Activity: Restate the data exactly as given and keep the pictures out.

Record extracts:
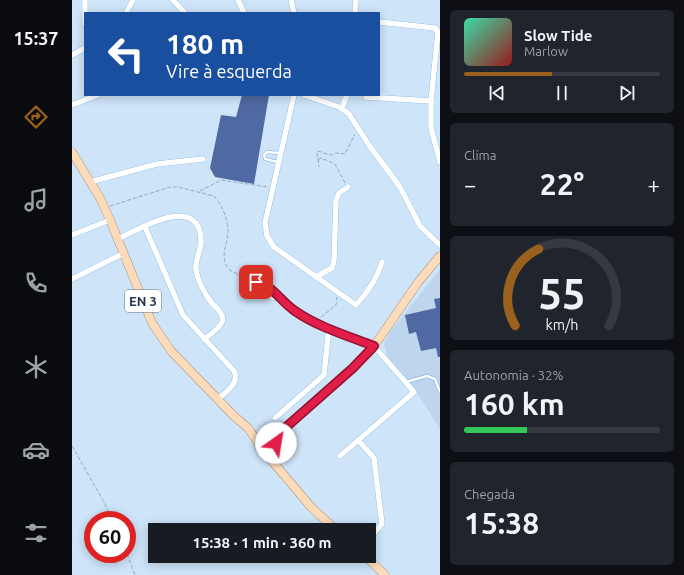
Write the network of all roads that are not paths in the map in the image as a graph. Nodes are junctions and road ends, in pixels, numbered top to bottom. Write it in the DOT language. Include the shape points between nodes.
graph roads {
  1 [pos="85,0"];
  2 [pos="133,0"];
  3 [pos="173,0"];
  4 [pos="238,0"];
  5 [pos="291,0"];
  6 [pos="356,0"];
  7 [pos="85,12"];
  8 [pos="127,12"];
  9 [pos="184,12"];
  10 [pos="244,12"];
  11 [pos="294,12"];
  12 [pos="355,12"];
  13 [pos="380,22"];
  14 [pos="84,49"];
  15 [pos="72,55"];
  16 [pos="95,96"];
  17 [pos="294,96"];
  18 [pos="307,96"];
  19 [pos="346,96"];
  20 [pos="366,97"];
  21 [pos="431,101"];
  22 [pos="72,105"];
  23 [pos="342,108"];
  24 [pos="72,152"];
  25 [pos="281,153"];
  26 [pos="203,159"];
  27 [pos="440,162"];
  28 [pos="279,163"];
  29 [pos="90,182"];
  30 [pos="348,187"];
  31 [pos="110,220"];
  32 [pos="145,227"];
  33 [pos="72,235"];
  34 [pos="118,239"];
  35 [pos="440,245"];
  36 [pos="124,253"];
  37 [pos="440,256"];
  38 [pos="382,262"];
  39 [pos="316,277"];
  40 [pos="72,279"];
  41 [pos="248,280"];
  42 [pos="329,327"];
  43 [pos="204,339"];
  44 [pos="374,346"];
  45 [pos="406,382"];
  46 [pos="440,392"];
  47 [pos="218,399"];
  48 [pos="275,418"];
  49 [pos="248,428"];
  50 [pos="285,428"];
  51 [pos="266,434"];
  52 [pos="358,440"];
  53 [pos="275,444"];
  54 [pos="261,446"];
  55 [pos="340,456"];
  56 [pos="275,465"];
  57 [pos="328,523"];
  58 [pos="376,531"];
  59 [pos="372,563"];
  60 [pos="385,575"];
  1 -- 7 [label="street"];
  2 -- 8 [label="street"];
  3 -- 9 [label="street"];
  4 -- 10 [label="street"];
  5 -- 11 [label="street"];
  6 -- 12 [label="street"];
  13 -- 21 [label="street" via="434,28 438,32"];
  14 -- 15 [label="street"];
  16 -- 22 [label="street"];
  17 -- 25 [label="street"];
  18 -- 23 [label="street"];
  19 -- 23 [label="street"];
  20 -- 21 [label="street"];
  21 -- 27 [label="street" via="431,128"];
  23 -- 35 [label="street" via="349,114 400,187 420,226"];
  24 -- 29 [label="main road, EN 3"];
  25 -- 28 [label="street"];
  25 -- 28 [label="lane" via="271,151 264,155 265,159"];
  26 -- 29 [label="street" via="157,164"];
  28 -- 39 [label="street" via="265,223 268,236 274,247"];
  29 -- 31 [label="main road, EN 3"];
  30 -- 39 [label="street" via="339,193 336,200 332,268"];
  31 -- 33 [label="street"];
  31 -- 34 [label="main road, EN 3"];
  32 -- 34 [label="street"];
  32 -- 43 [label="street" via="183,315"];
  32 -- 43 [label="street" via="175,215 191,219 197,226 202,240 196,269 206,294 223,319 222,324"];
  34 -- 36 [label="main road, EN 3"];
  36 -- 40 [label="street"];
  36 -- 47 [label="main road, EN 3" via="152,323 171,351"];
  37 -- 44 [label="main road" via="419,281"];
  38 -- 39 [label="street" via="379,274 356,305"];
  41 -- 42 [label="street" via="264,284 274,290 295,311"];
  42 -- 44 [label="street"];
  42 -- 48 [label="street" via="324,375"];
  43 -- 47 [label="street" via="237,376 236,381"];
  44 -- 45 [label="street"];
  44 -- 50 [label="main road"];
  45 -- 46 [label="lane" via="428,376 435,379"];
  45 -- 52 [label="street" via="414,392"];
  47 -- 49 [label="main road, EN 3"];
  49 -- 51 [label="main road, EN 3"];
  49 -- 54 [label="main road, EN 3"];
  50 -- 51 [label="main road"];
  50 -- 53 [label="main road"];
  51 -- 53 [label="main road, EN 3" via="274,436"];
  51 -- 54 [label="main road" via="259,438"];
  52 -- 55 [label="street"];
  52 -- 58 [label="street" via="374,458 382,524"];
  53 -- 54 [label="main road" via="267,450"];
  53 -- 56 [label="main road"];
  54 -- 56 [label="main road, EN 3"];
  56 -- 57 [label="main road, EN 3"];
  59 -- 60 [label="main road"];
}
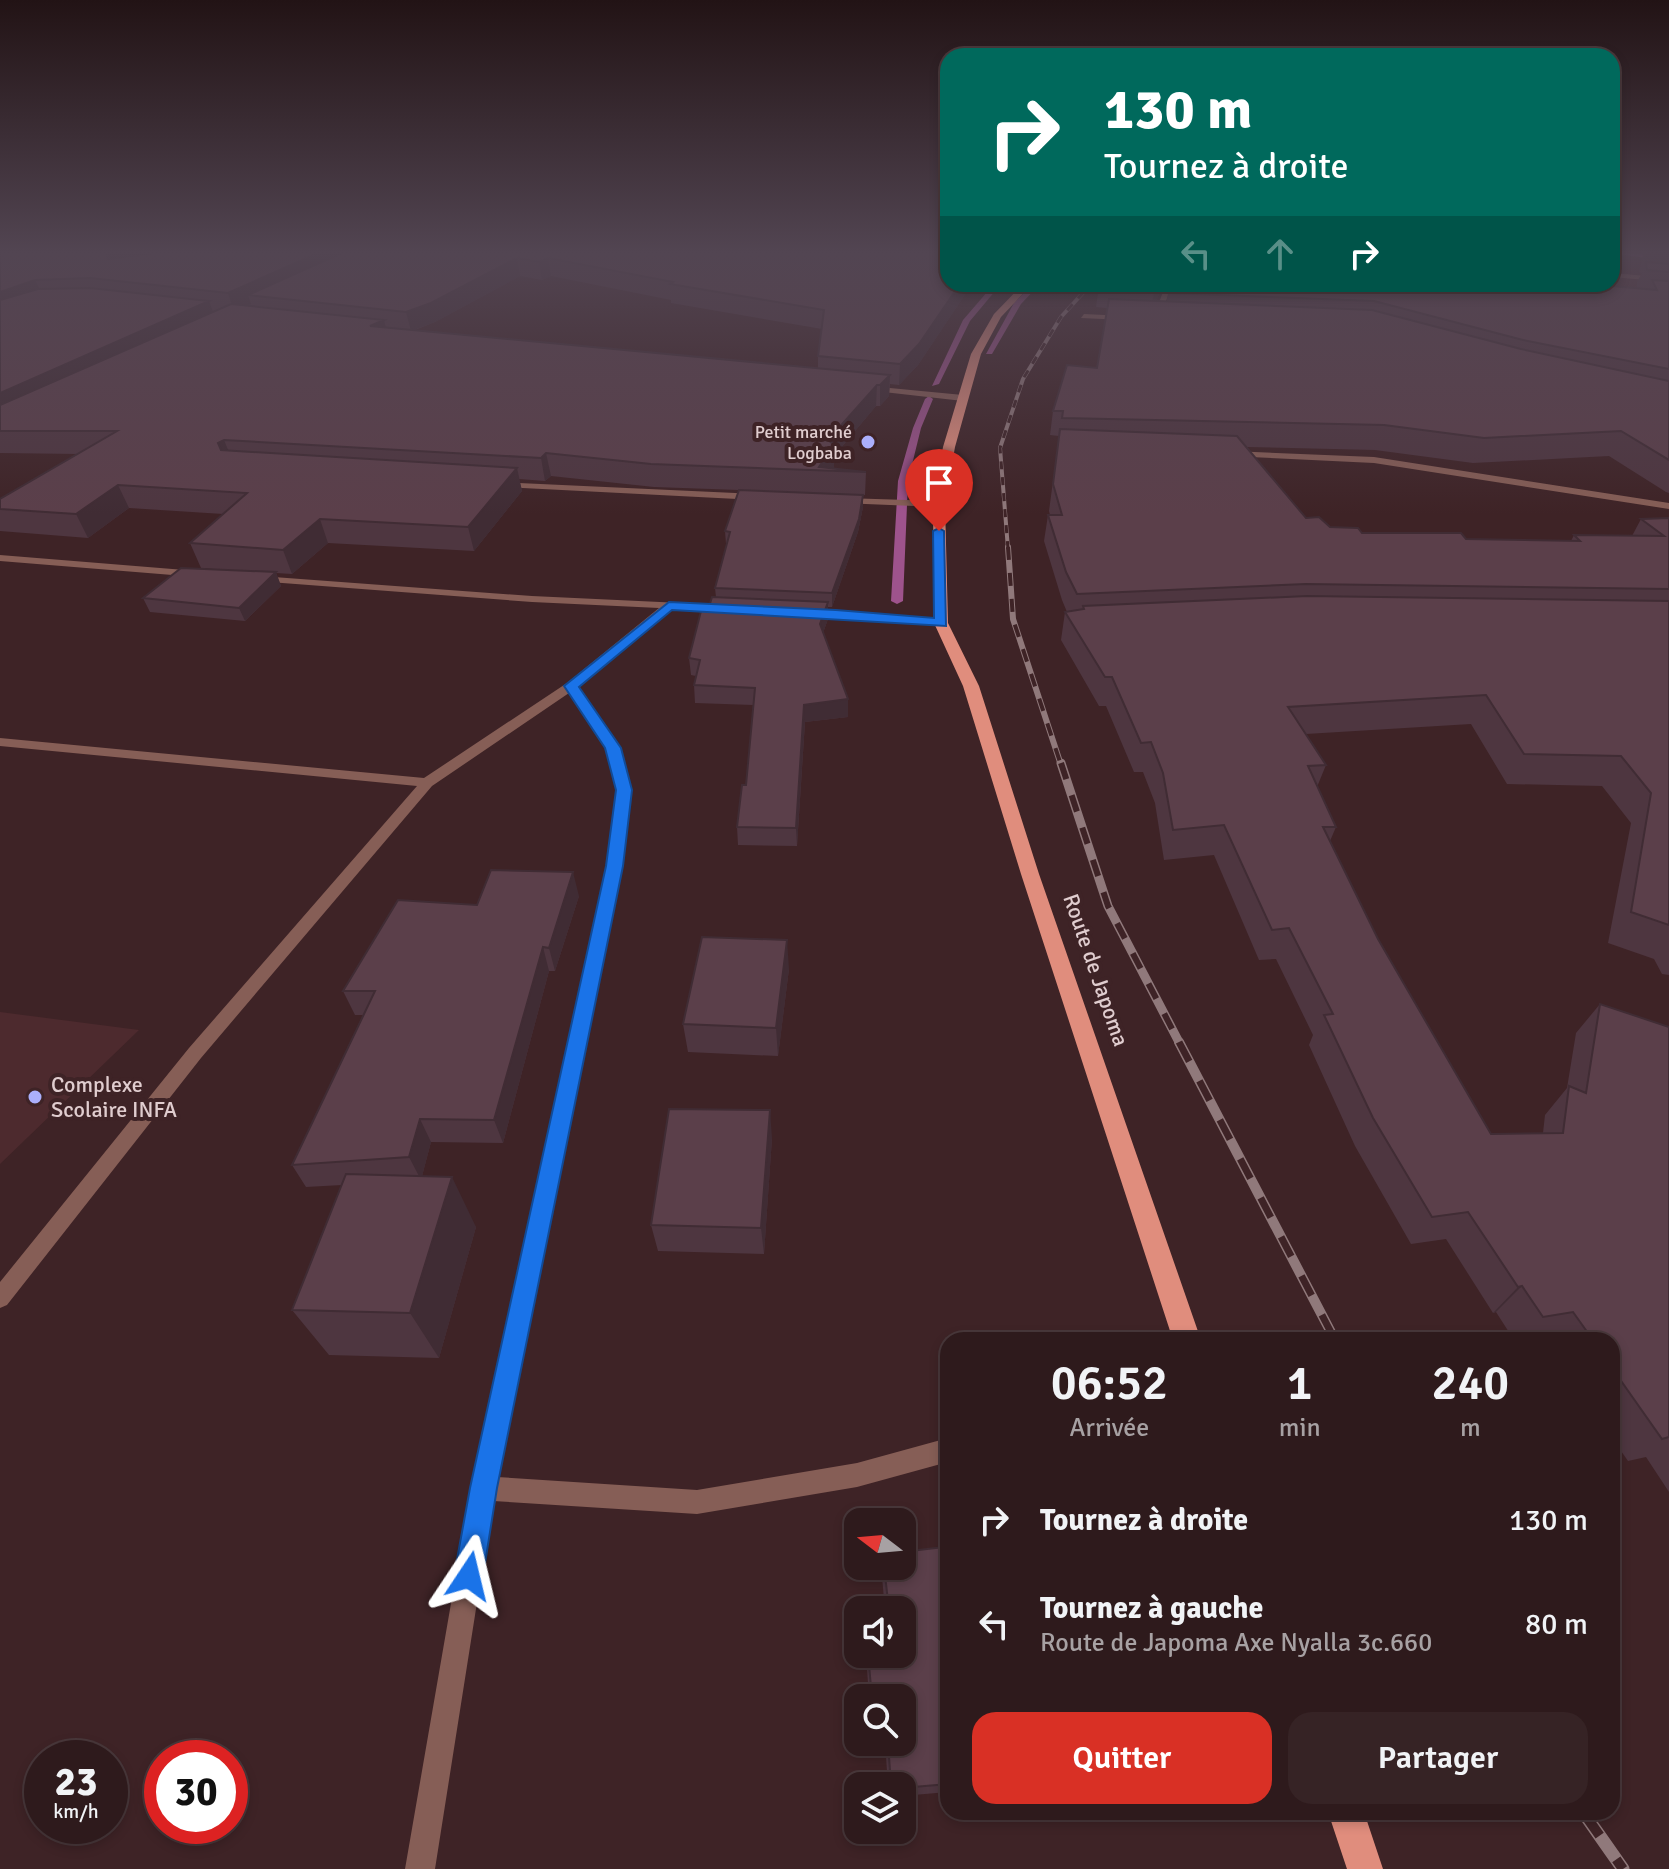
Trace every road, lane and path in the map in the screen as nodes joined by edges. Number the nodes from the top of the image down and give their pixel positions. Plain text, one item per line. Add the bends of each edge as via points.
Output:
1 (984, 339) edge
2 (855, 387) edge
3 (963, 398) junction
4 (1226, 453) edge
5 (483, 482) edge
6 (769, 498) edge
7 (830, 500) edge
8 (939, 504) junction
9 (1669, 506) edge
10 (0, 558) edge
11 (216, 576) edge
12 (248, 578) edge
13 (669, 606) junction
14 (730, 608) edge
15 (791, 611) edge
16 (941, 623) junction
17 (571, 686) junction
18 (0, 742) edge
19 (427, 783) junction
20 (0, 1298) edge
21 (1184, 1332) edge
22 (940, 1452) edge
23 (483, 1488) junction
24 (1349, 1820) edge
25 (420, 1869) edge
26 (1365, 1869) edge

1 - 3 main road
2 - 3 street
3 - 8 main road
4 - 9 street via 1389,462
5 - 6 street
7 - 8 street
8 - 16 main road
10 - 11 street
12 - 13 street
13 - 14 street
13 - 17 street
15 - 16 street
16 - 21 main road, Route de Japoma via 971,686
17 - 19 street
17 - 23 street via 613,748 624,790 615,866
18 - 19 street
19 - 20 street via 195,1053
22 - 23 street via 857,1475 697,1502
23 - 25 street
24 - 26 main road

Answer for this exercise:
Write the network of all roads that are not paths in the map in the image as a graph. Nodes are junctions and road ends, in pixels, numbered top to bottom. Write it in the DOT language. Include the shape points between nodes.
graph roads {
  1 [pos="85,0"];
  2 [pos="133,0"];
  3 [pos="173,0"];
  4 [pos="238,0"];
  5 [pos="291,0"];
  6 [pos="356,0"];
  7 [pos="85,12"];
  8 [pos="127,12"];
  9 [pos="184,12"];
  10 [pos="244,12"];
  11 [pos="294,12"];
  12 [pos="355,12"];
  13 [pos="380,22"];
  14 [pos="84,49"];
  15 [pos="72,55"];
  16 [pos="95,96"];
  17 [pos="294,96"];
  18 [pos="307,96"];
  19 [pos="346,96"];
  20 [pos="366,97"];
  21 [pos="431,101"];
  22 [pos="72,105"];
  23 [pos="342,108"];
  24 [pos="72,152"];
  25 [pos="281,153"];
  26 [pos="203,159"];
  27 [pos="440,162"];
  28 [pos="279,163"];
  29 [pos="90,182"];
  30 [pos="348,187"];
  31 [pos="110,220"];
  32 [pos="145,227"];
  33 [pos="72,235"];
  34 [pos="118,239"];
  35 [pos="440,245"];
  36 [pos="124,253"];
  37 [pos="440,256"];
  38 [pos="382,262"];
  39 [pos="316,277"];
  40 [pos="72,279"];
  41 [pos="248,280"];
  42 [pos="329,327"];
  43 [pos="204,339"];
  44 [pos="374,346"];
  45 [pos="406,382"];
  46 [pos="440,392"];
  47 [pos="218,399"];
  48 [pos="275,418"];
  49 [pos="248,428"];
  50 [pos="285,428"];
  51 [pos="266,434"];
  52 [pos="358,440"];
  53 [pos="275,444"];
  54 [pos="261,446"];
  55 [pos="340,456"];
  56 [pos="275,465"];
  57 [pos="328,523"];
  58 [pos="376,531"];
  59 [pos="372,563"];
  60 [pos="385,575"];
  1 -- 7 [label="street"];
  2 -- 8 [label="street"];
  3 -- 9 [label="street"];
  4 -- 10 [label="street"];
  5 -- 11 [label="street"];
  6 -- 12 [label="street"];
  13 -- 21 [label="street" via="434,28 438,32"];
  14 -- 15 [label="street"];
  16 -- 22 [label="street"];
  17 -- 25 [label="street"];
  18 -- 23 [label="street"];
  19 -- 23 [label="street"];
  20 -- 21 [label="street"];
  21 -- 27 [label="street" via="431,128"];
  23 -- 35 [label="street" via="349,114 400,187 420,226"];
  24 -- 29 [label="main road, EN 3"];
  25 -- 28 [label="street"];
  25 -- 28 [label="lane" via="271,151 264,155 265,159"];
  26 -- 29 [label="street" via="157,164"];
  28 -- 39 [label="street" via="265,223 268,236 274,247"];
  29 -- 31 [label="main road, EN 3"];
  30 -- 39 [label="street" via="339,193 336,200 332,268"];
  31 -- 33 [label="street"];
  31 -- 34 [label="main road, EN 3"];
  32 -- 34 [label="street"];
  32 -- 43 [label="street" via="183,315"];
  32 -- 43 [label="street" via="175,215 191,219 197,226 202,240 196,269 206,294 223,319 222,324"];
  34 -- 36 [label="main road, EN 3"];
  36 -- 40 [label="street"];
  36 -- 47 [label="main road, EN 3" via="152,323 171,351"];
  37 -- 44 [label="main road" via="419,281"];
  38 -- 39 [label="street" via="379,274 356,305"];
  41 -- 42 [label="street" via="264,284 274,290 295,311"];
  42 -- 44 [label="street"];
  42 -- 48 [label="street" via="324,375"];
  43 -- 47 [label="street" via="237,376 236,381"];
  44 -- 45 [label="street"];
  44 -- 50 [label="main road"];
  45 -- 46 [label="lane" via="428,376 435,379"];
  45 -- 52 [label="street" via="414,392"];
  47 -- 49 [label="main road, EN 3"];
  49 -- 51 [label="main road, EN 3"];
  49 -- 54 [label="main road, EN 3"];
  50 -- 51 [label="main road"];
  50 -- 53 [label="main road"];
  51 -- 53 [label="main road, EN 3" via="274,436"];
  51 -- 54 [label="main road" via="259,438"];
  52 -- 55 [label="street"];
  52 -- 58 [label="street" via="374,458 382,524"];
  53 -- 54 [label="main road" via="267,450"];
  53 -- 56 [label="main road"];
  54 -- 56 [label="main road, EN 3"];
  56 -- 57 [label="main road, EN 3"];
  59 -- 60 [label="main road"];
}
Trace every road, lane and path in the map in the screen as nodes joined by edges. Number the nodes from the top of the image down and give their pixel positions. Plain text, one item per line. Add the bends of each edge as via points.
Output:
1 (984, 339) edge
2 (855, 387) edge
3 (963, 398) junction
4 (1226, 453) edge
5 (483, 482) edge
6 (769, 498) edge
7 (830, 500) edge
8 (939, 504) junction
9 (1669, 506) edge
10 (0, 558) edge
11 (216, 576) edge
12 (248, 578) edge
13 (669, 606) junction
14 (730, 608) edge
15 (791, 611) edge
16 (941, 623) junction
17 (571, 686) junction
18 (0, 742) edge
19 (427, 783) junction
20 (0, 1298) edge
21 (1184, 1332) edge
22 (940, 1452) edge
23 (483, 1488) junction
24 (1349, 1820) edge
25 (420, 1869) edge
26 (1365, 1869) edge

1 - 3 main road
2 - 3 street
3 - 8 main road
4 - 9 street via 1389,462
5 - 6 street
7 - 8 street
8 - 16 main road
10 - 11 street
12 - 13 street
13 - 14 street
13 - 17 street
15 - 16 street
16 - 21 main road, Route de Japoma via 971,686
17 - 19 street
17 - 23 street via 613,748 624,790 615,866
18 - 19 street
19 - 20 street via 195,1053
22 - 23 street via 857,1475 697,1502
23 - 25 street
24 - 26 main road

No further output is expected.